Speed drop with dilated conv on different GPUs

Hi, I’m experiencing a huge speed drop when running the exact same code on pascal cards(like 1080, or titanXP, or P100) and more latest cards(titanV or 2080tis), both running on pytorch1.5, cuda10.2 and cudnn7.6.5 shipped with pytorch.

After looking into the code, I found out the problem is about the dilated conv in my network.

I’m running a task similar to image segmentation and I’m using a resnet2d as my network. Here for comparison, I turned off the shuffle on my dataloaders, so input size should be the exact same in all my benchmarks.
When I set all dilations to 1 in all my network, the speed is quite similar on different cards, around 30~35 seconds for 100 iterations on both pascals cards and latest cards.

However, when I turn dilation on, speed would drop significantly on pascal cards, around 140 seconds for 100 iterations, while on titanV, it’s still around 40 seconds for 100 iterations.

In short, speed is similar when I turn dilation off, and speed on pascal cards are much slower (3 to 4 times )when I turn dilation on.

I found a similar topic here, discussing about the backend cudnn here.

However, as my input size would change, setting torch.backends.cudnn.benchmark to True just slow my speed down. Any help here?
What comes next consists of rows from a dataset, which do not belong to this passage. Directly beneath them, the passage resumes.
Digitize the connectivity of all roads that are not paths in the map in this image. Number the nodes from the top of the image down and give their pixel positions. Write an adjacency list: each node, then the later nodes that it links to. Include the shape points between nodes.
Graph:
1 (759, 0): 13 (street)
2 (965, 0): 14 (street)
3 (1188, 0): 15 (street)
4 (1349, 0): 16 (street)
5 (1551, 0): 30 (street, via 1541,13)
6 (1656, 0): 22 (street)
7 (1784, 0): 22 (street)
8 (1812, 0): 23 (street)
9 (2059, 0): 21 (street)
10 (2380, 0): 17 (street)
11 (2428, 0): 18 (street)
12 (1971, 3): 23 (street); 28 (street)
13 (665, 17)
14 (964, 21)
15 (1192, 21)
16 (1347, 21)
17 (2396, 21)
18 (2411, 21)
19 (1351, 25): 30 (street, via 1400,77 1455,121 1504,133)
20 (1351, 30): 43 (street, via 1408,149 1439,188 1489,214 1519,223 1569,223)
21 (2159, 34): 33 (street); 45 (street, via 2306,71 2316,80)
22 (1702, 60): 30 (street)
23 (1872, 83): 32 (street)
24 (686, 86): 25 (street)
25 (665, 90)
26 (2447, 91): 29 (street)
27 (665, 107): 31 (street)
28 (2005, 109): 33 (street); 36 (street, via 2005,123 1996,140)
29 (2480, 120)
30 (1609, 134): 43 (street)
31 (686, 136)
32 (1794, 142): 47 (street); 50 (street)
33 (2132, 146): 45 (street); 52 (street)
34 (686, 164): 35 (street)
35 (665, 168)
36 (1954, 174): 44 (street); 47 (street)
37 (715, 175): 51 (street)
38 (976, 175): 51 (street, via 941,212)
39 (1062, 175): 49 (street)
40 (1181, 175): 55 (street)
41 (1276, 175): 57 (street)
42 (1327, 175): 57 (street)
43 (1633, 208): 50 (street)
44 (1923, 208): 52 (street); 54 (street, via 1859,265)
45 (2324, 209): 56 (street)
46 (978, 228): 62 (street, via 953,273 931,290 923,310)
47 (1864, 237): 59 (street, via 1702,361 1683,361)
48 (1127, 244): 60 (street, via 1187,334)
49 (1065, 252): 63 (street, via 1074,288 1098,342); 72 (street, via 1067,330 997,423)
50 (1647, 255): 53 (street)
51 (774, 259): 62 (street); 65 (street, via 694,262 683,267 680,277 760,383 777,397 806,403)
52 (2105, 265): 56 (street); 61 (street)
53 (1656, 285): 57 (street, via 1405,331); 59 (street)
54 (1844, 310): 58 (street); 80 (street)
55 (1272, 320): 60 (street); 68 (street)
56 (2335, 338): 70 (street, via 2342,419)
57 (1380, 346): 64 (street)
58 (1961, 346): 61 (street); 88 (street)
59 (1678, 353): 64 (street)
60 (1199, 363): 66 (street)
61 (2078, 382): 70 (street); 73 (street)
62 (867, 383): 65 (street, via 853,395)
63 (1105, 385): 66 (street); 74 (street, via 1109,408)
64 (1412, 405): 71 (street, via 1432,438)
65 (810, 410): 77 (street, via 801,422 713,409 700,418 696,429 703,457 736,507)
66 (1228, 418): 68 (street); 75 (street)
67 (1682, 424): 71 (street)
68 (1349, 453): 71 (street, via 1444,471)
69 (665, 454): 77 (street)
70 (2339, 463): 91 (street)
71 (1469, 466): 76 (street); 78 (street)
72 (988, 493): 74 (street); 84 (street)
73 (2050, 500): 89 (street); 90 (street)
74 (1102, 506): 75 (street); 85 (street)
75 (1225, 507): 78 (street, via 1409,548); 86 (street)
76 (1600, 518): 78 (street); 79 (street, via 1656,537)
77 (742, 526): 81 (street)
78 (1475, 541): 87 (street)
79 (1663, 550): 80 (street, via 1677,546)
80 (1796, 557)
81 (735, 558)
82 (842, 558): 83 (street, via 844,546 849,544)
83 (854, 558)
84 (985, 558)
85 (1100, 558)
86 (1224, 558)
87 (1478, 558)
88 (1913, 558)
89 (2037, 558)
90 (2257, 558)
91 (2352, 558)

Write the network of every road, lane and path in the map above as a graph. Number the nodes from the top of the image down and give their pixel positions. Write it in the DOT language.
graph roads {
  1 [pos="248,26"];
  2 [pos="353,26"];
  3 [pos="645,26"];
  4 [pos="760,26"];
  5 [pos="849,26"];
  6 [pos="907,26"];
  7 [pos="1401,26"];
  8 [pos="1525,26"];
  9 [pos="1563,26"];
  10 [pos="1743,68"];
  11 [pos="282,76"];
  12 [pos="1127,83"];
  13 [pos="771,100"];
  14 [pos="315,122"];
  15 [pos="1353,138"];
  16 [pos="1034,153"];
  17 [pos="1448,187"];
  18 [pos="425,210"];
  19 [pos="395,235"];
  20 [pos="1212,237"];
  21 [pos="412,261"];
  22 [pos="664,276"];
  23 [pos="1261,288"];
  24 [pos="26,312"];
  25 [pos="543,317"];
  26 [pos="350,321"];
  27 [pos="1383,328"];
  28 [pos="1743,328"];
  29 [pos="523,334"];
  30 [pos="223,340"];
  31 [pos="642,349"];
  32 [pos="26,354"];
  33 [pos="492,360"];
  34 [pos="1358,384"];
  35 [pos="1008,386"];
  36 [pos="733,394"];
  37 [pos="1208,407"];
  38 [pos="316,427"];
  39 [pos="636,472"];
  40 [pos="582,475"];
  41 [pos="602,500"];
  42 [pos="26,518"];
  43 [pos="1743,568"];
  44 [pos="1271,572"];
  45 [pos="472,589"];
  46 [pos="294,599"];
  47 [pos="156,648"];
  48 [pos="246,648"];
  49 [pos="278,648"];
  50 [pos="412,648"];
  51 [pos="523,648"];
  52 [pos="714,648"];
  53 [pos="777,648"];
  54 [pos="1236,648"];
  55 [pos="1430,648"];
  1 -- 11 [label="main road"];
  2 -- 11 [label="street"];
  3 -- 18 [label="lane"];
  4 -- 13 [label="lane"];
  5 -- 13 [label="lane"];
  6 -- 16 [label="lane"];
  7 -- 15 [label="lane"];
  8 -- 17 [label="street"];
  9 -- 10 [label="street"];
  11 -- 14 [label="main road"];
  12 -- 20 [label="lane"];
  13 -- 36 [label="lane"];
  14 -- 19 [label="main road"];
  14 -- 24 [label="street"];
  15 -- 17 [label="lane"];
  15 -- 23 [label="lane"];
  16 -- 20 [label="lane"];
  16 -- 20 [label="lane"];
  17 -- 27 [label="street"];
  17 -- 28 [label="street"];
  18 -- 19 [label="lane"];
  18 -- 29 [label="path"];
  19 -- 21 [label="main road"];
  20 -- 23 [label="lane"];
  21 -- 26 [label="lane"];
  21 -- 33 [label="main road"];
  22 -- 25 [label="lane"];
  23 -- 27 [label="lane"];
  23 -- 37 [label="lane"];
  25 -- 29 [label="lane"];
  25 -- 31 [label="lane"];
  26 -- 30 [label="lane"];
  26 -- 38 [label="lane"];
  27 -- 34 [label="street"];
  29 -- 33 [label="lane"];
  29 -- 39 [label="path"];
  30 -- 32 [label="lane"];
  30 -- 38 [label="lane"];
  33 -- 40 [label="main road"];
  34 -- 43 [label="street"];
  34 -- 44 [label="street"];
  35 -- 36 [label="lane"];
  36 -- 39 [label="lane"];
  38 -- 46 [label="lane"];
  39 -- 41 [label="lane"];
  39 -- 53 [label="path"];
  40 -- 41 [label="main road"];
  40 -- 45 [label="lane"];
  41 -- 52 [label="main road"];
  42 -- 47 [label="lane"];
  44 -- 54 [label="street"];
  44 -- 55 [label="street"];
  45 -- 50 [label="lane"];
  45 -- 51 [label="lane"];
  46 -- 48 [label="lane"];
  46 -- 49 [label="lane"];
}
Could you disable cudnn via torch.backends.cudnn.enabled = False and rerun the check?
If the performance numbers are closer to each other, then most likely cudnn’s default algorithm for the Pascal architecture is slower than for Volta.
How different are your input shapes? Are you getting new shapes in each iteration or only in the first couple of iterations?

Hi, thanks for your help! I disabled cudnn by setting cudnn.enable to False in my experiments.
I also used a shallow resnet here, because disabling the flag seems to raise the memory usage.
Now the speed are quite in similar in 1080tis and RTX2080tis, both around 24s~30s for 100 iterations.

My task is similar to image segmentation, the input here is a Lx20 (20 is the feature) tensor and outputs a L*L 0/1 segmentation map. L ranges from 50 to up to 400. Batch size is set to 1, and I’m getting new shapes in every iteration. ehhh I don’t think resizing the input to a fixed L looks reasonable in my task.